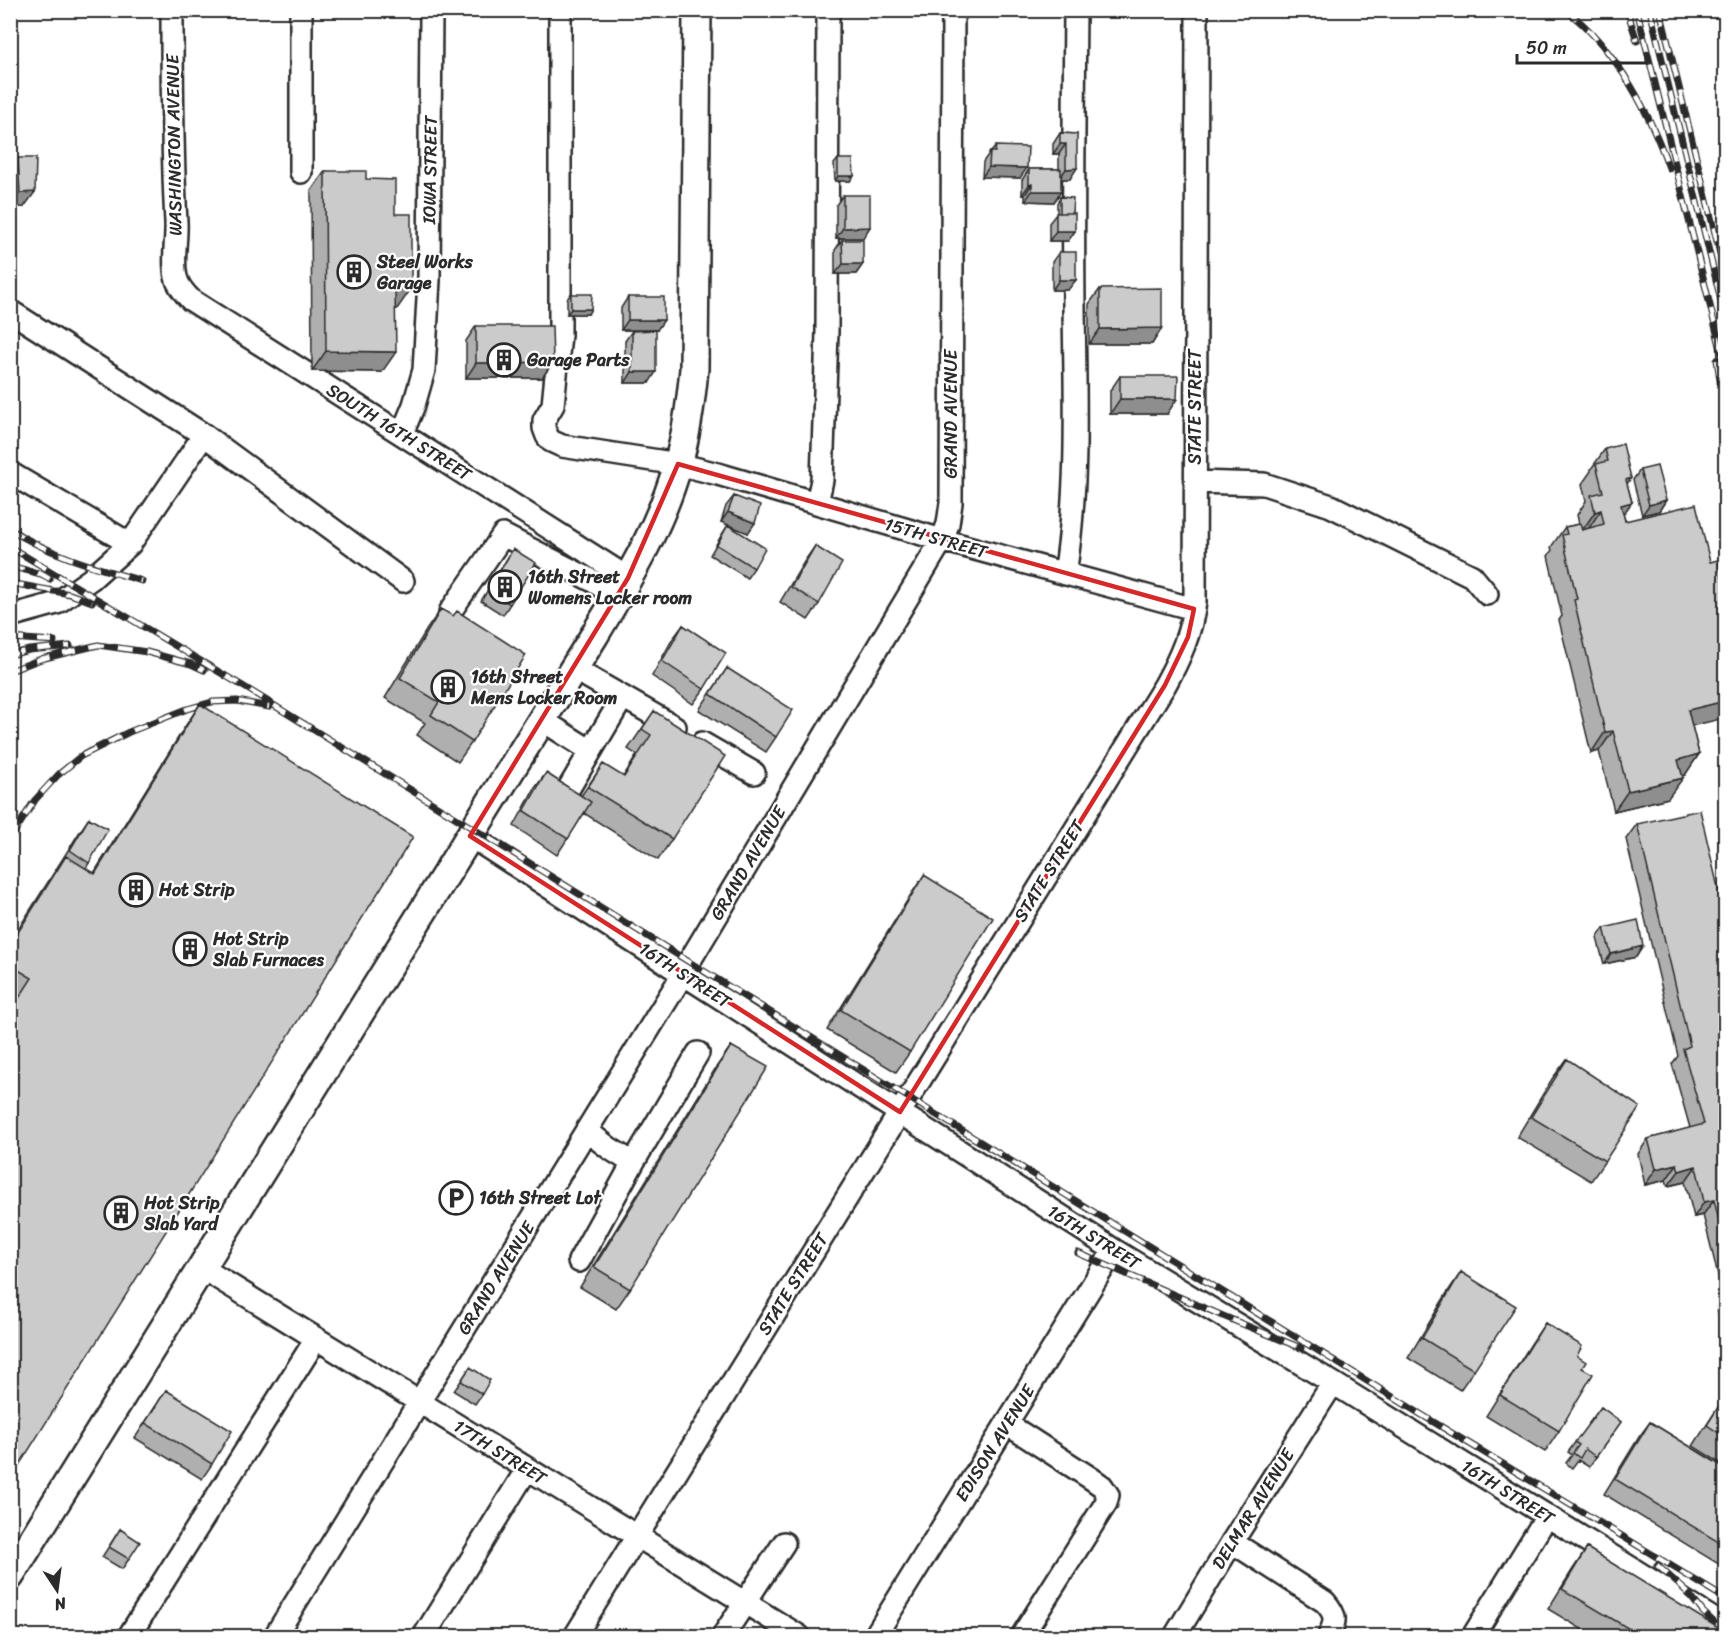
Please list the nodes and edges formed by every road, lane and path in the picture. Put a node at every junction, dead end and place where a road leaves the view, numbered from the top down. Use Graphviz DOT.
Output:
graph roads {
  1 [pos="172,10"];
  2 [pos="301,10"];
  3 [pos="431,10"];
  4 [pos="560,10"];
  5 [pos="697,10"];
  6 [pos="828,10"];
  7 [pos="953,10"];
  8 [pos="1075,10"];
  9 [pos="1197,10"];
  10 [pos="301,172"];
  11 [pos="177,280"];
  12 [pos="10,311"];
  13 [pos="402,434"];
  14 [pos="204,435"];
  15 [pos="678,464"];
  16 [pos="10,473"];
  17 [pos="1195,482"];
  18 [pos="817,503"];
  19 [pos="942,540"];
  20 [pos="130,544"];
  21 [pos="1065,574"];
  22 [pos="403,581"];
  23 [pos="623,587"];
  24 [pos="1487,594"];
  25 [pos="1194,609"];
  26 [pos="450,612"];
  27 [pos="10,616"];
  28 [pos="574,669"];
  29 [pos="623,697"];
  30 [pos="542,720"];
  31 [pos="591,751"];
  32 [pos="754,773"];
  33 [pos="566,793"];
  34 [pos="471,836"];
  35 [pos="683,974"];
  36 [pos="698,1053"];
  37 [pos="900,1112"];
  38 [pos="587,1131"];
  39 [pos="633,1163"];
  40 [pos="1114,1250"];
  41 [pos="579,1261"];
  42 [pos="202,1268"];
  43 [pos="316,1339"];
  44 [pos="1333,1383"];
  45 [pos="419,1402"];
  46 [pos="1007,1424"];
  47 [pos="527,1469"];
  48 [pos="1547,1516"];
  49 [pos="637,1536"];
  50 [pos="784,1542"];
  51 [pos="1232,1542"];
  52 [pos="10,1576"];
  53 [pos="744,1603"];
  54 [pos="1725,1627"];
  55 [pos="129,1636"];
  56 [pos="275,1636"];
  57 [pos="423,1636"];
  58 [pos="575,1636"];
  59 [pos="723,1636"];
  60 [pos="799,1636"];
  61 [pos="876,1636"];
  62 [pos="1022,1636"];
  63 [pos="1175,1636"];
  64 [pos="1329,1636"];
  65 [pos="1473,1636"];
  1 -- 11 [label="street, WASHINGTON AVENUE"];
  2 -- 10 [label="street"];
  3 -- 13 [label="street, IOWA STREET"];
  4 -- 15 [label="street, 15TH STREET"];
  5 -- 15 [label="main road"];
  6 -- 18 [label="street"];
  7 -- 19 [label="street, GRAND AVENUE"];
  8 -- 21 [label="street"];
  9 -- 17 [label="street, STATE STREET"];
  11 -- 13 [label="street, SOUTH 16TH STREET"];
  12 -- 14 [label="street"];
  13 -- 23 [label="street, SOUTH 16TH STREET"];
  14 -- 20 [label="street"];
  14 -- 22 [label="street"];
  15 -- 18 [label="street, 15TH STREET"];
  15 -- 23 [label="main road"];
  16 -- 20 [label="street"];
  17 -- 24 [label="street"];
  17 -- 25 [label="street, STATE STREET"];
  18 -- 19 [label="street, 15TH STREET"];
  19 -- 21 [label="street, 15TH STREET"];
  19 -- 35 [label="street, GRAND AVENUE"];
  20 -- 27 [label="street"];
  21 -- 25 [label="street, 15TH STREET"];
  23 -- 26 [label="street"];
  23 -- 28 [label="main road"];
  25 -- 37 [label="street, STATE STREET"];
  28 -- 29 [label="street"];
  28 -- 30 [label="main road"];
  29 -- 31 [label="street"];
  29 -- 32 [label="street"];
  30 -- 31 [label="street"];
  30 -- 34 [label="main road"];
  31 -- 33 [label="street"];
  34 -- 35 [label="street, 16TH STREET"];
  34 -- 42 [label="main road"];
  35 -- 37 [label="street, 16TH STREET"];
  35 -- 38 [label="street, GRAND AVENUE"];
  36 -- 39 [label="street"];
  37 -- 40 [label="street, 16TH STREET"];
  37 -- 49 [label="street, STATE STREET"];
  38 -- 39 [label="street"];
  38 -- 45 [label="street, GRAND AVENUE"];
  39 -- 41 [label="street"];
  40 -- 44 [label="street, 16TH STREET"];
  40 -- 46 [label="street, EDISON AVENUE"];
  42 -- 43 [label="street, 17TH STREET"];
  42 -- 52 [label="main road"];
  43 -- 45 [label="street, 17TH STREET"];
  43 -- 55 [label="street"];
  44 -- 48 [label="street, 16TH STREET"];
  44 -- 51 [label="street, DELMAR AVENUE"];
  45 -- 47 [label="street, 17TH STREET"];
  45 -- 56 [label="street, GRAND AVENUE"];
  46 -- 61 [label="street, EDISON AVENUE"];
  46 -- 62 [label="street"];
  47 -- 49 [label="street, 17TH STREET"];
  47 -- 57 [label="street"];
  48 -- 54 [label="street, 16TH STREET"];
  48 -- 65 [label="street"];
  49 -- 53 [label="street, 17TH STREET"];
  49 -- 58 [label="street, STATE STREET"];
  50 -- 53 [label="street"];
  51 -- 63 [label="street, DELMAR AVENUE"];
  51 -- 64 [label="street"];
  53 -- 59 [label="street"];
  53 -- 60 [label="street, 17TH STREET"];
}
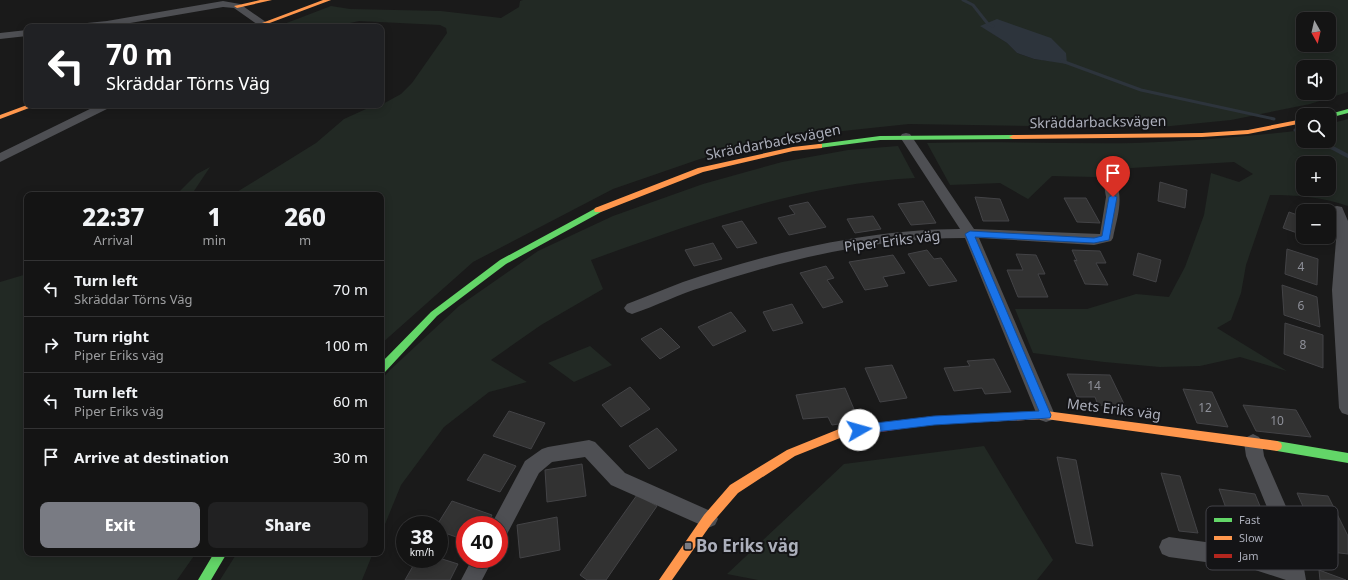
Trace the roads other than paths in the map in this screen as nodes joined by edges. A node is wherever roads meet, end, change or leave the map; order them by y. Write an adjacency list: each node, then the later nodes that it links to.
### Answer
1 (269, 0): 5 (main road)
2 (314, 0): 8 (main road)
3 (328, 0): 9 (main road)
4 (226, 2): 5 (street); 6 (street)
5 (237, 6): 7 (street)
6 (107, 24)
7 (257, 24)
8 (260, 24)
9 (261, 24)
10 (24, 33): 11 (street)
11 (0, 36)
12 (24, 103): 15 (main road)
13 (26, 108): 18 (main road)
14 (101, 108): 21 (street)
15 (0, 111)
16 (1348, 111): 17 (main road)
17 (1336, 114)
18 (0, 117)
19 (1296, 122): 20 (main road, Skräddarbacksvägen)
20 (906, 137): 24 (street); 26 (main road, Skräddarbacksvägen)
21 (0, 158)
22 (1110, 185): 24 (street, Piper Eriks väg)
23 (1338, 210): 27 (street)
24 (970, 234): 25 (street, Piper Eriks väg); 28 (street)
25 (632, 308)
26 (384, 366)
27 (1348, 408)
28 (1046, 415): 29 (main road, Mets Eriks väg); 33 (main road, Mets Eriks väg)
29 (1253, 442): 30 (main road, Mets Eriks väg); 31 (street)
30 (1348, 458)
31 (1276, 506)
32 (505, 516): 33 (street)
33 (708, 519): 42 (main road)
34 (1169, 547): 35 (street)
35 (1206, 552)
36 (219, 556): 40 (main road)
37 (477, 568): 41 (street)
38 (1280, 570): 39 (street)
39 (1295, 576)
40 (204, 580)
41 (471, 580)
42 (665, 580)

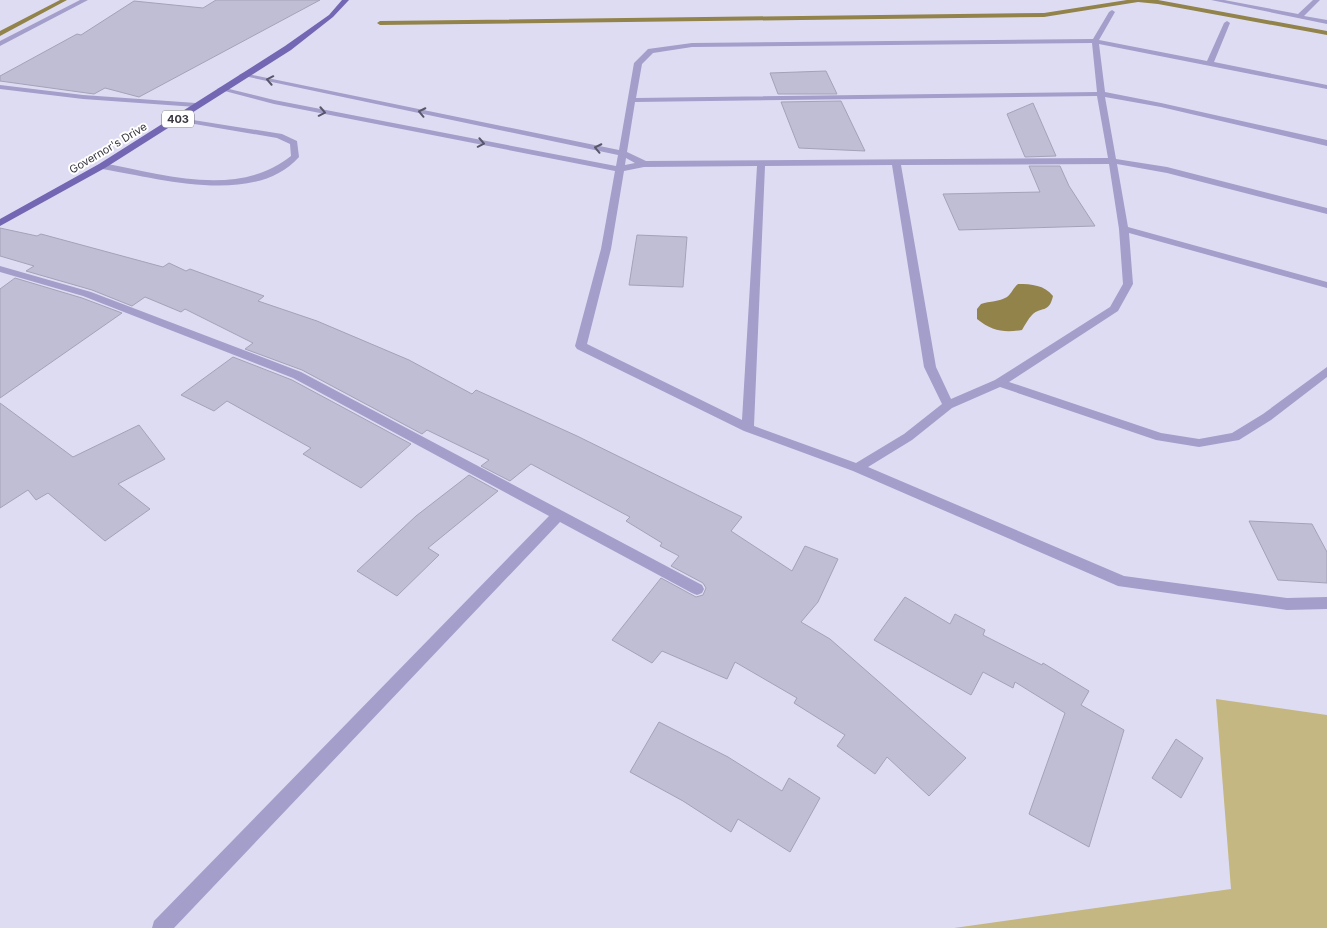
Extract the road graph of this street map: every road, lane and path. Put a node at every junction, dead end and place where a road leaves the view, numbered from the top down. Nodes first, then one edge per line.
1 (85, 0) edge
2 (346, 0) edge
3 (1217, 0) edge
4 (1317, 0) edge
5 (1112, 12) dead end
6 (1299, 17) junction
7 (1327, 22) edge
8 (1227, 23) dead end
9 (1095, 41) junction
10 (0, 44) edge
11 (1210, 63) junction
12 (243, 75) junction
13 (0, 87) edge
14 (1327, 88) edge
15 (221, 89) junction
16 (1101, 94) junction
17 (631, 100) junction
18 (196, 105) junction
19 (177, 119) junction
20 (1327, 143) edge
21 (622, 153) junction
22 (1113, 160) junction
23 (896, 162) junction
24 (644, 164) junction
25 (761, 164) junction
26 (102, 166) junction
27 (619, 169) junction
28 (1327, 211) edge
29 (0, 223) edge
30 (1124, 229) junction
31 (0, 269) edge
32 (1327, 285) edge
33 (1327, 371) edge
34 (999, 383) junction
35 (948, 405) junction
36 (748, 428) junction
37 (857, 468) junction
38 (558, 515) junction
39 (697, 589) dead end
40 (1327, 603) edge
41 (161, 928) edge

1 - 10 street
2 - 12 main road, Governor's Drive / 403
3 - 6 street
4 - 6 street
5 - 9 street
6 - 7 street
8 - 11 street
9 - 11 street
9 - 16 street
9 - 17 street
11 - 14 street
12 - 15 main road, Governor's Drive / 403
21 -> 12 street
13 - 18 street
15 - 18 main road, Governor's Drive / 403
15 -> 27 street
16 - 17 street
16 - 20 street
16 - 22 street
17 - 21 street
18 - 19 main road, Governor's Drive / 403
19 - 26 main road, Governor's Drive / 403
19 - 26 street
21 - 24 street
21 - 27 street
22 - 23 street
22 - 28 street
22 - 30 street
23 - 25 street
23 - 35 street
24 - 25 street
24 - 27 street
25 - 36 street
26 - 29 main road, Governor's Drive / 403
27 - 36 street
30 - 32 street
30 - 34 street
31 - 38 street
33 - 34 street
34 - 35 street
35 - 37 street
36 - 37 street
37 - 40 street
38 - 39 street
38 - 41 street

▶ [EXERCISE AIM]: Make a list of all lines in the data that contain "EDISON".

▶ [ANSWER BELOW]:
  40 -- 46 [label="street, EDISON AVENUE"];
  46 -- 61 [label="street, EDISON AVENUE"];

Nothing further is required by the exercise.